Putting cattle on cornstalks can help keep perennial and annual forages growing through the fall.
“Every day the livestock are ingesting corn residue, they are not grazing forages,” says Victor Shelton, a grazing specialist with the Natural Resource Conservation Service in Ohio. “This allows for additional forage that can be utilized later this fall and early winter.”
In last week’s Ohio Beef Cattle Letter, Shelton points out that corn residues are best utilized within 60 days of harvest and when allocated in portions to reduce waste.
“In general, cornstalks have a crude protein value of about 8 percent and a total digestible nutrient (TDN) value of about 70 percent, Shelton notes. “The nutritional value falls over time to about 5 percent crude protein and to about 40 percent TDN.”

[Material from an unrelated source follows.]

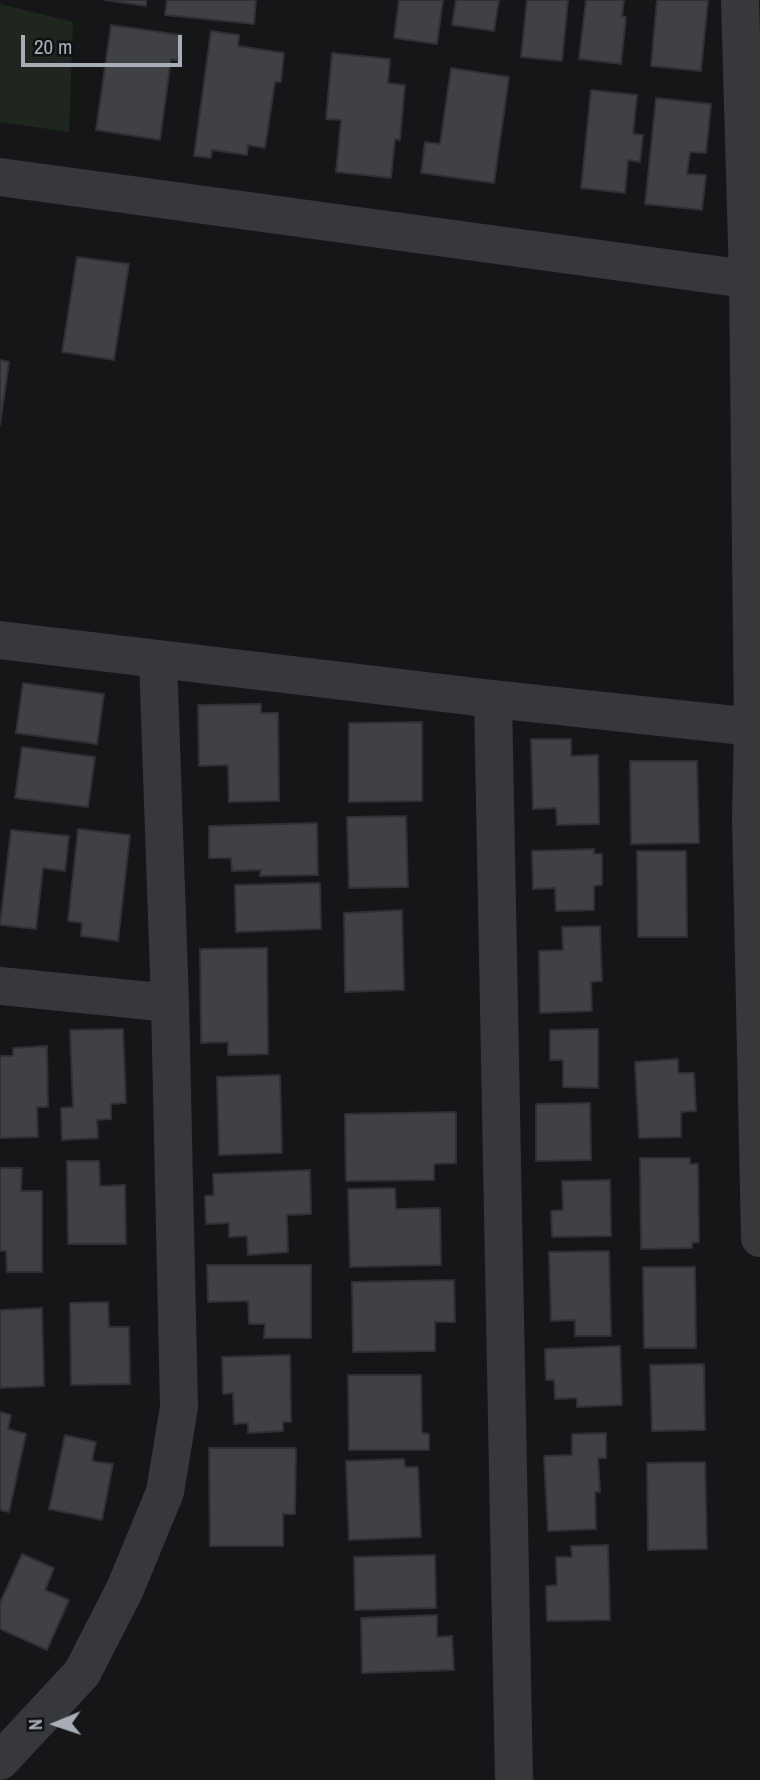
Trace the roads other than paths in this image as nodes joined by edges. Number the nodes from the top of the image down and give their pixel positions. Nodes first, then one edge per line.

The grazing specialist explains that there are two reasons for the quality decline over time. If the stalks are not allocated in field portions, the most digestible plant parts will be eaten first across the entire field, leaving the poorer quality components for last.
Second, nutrient content declines over time as plant residue weathers and soluble nutrients leach out. Shelton suggests that cornstalks are best utilized for spring-calving cows, which have lower energy and protein demands in the fall compared to lactating or growing animals.
Using rough estimates, Shelton suggests stocking cornstalks at the rate of 1,000 pounds of live weight per acre per 30 days. Though residue mass can vary, most corn yields are about 56 pounds of residue per bushel harvested. This translates to a 200-bushel corn crop yielding about 11,000 pounds of residue.
Of that residue, about 40 percent is leaf and husk, which are the plant parts most readily consumed. Hence, there is about 4,400 pounds of desirable grazeable fodder available.
One animal unit, which is 1,000 pounds of live weight, will consume about 3 percent of its weight in dry matter per day or roughly 30 pounds of fodder. If a 50 percent harvest efficiency is realized, one acre of cornstalks should feed one animal unit for about 75 days. Keep in mind that heavier cows will consume more than 30 pounds of fodder per day.
Cornstalks provide a valuable grazing resource in the fall. But also keep in mind that they provide the double benefit of allowing other forages to grow and accumulate yield for late fall and winter grazing, conserving stored hay and labor resources.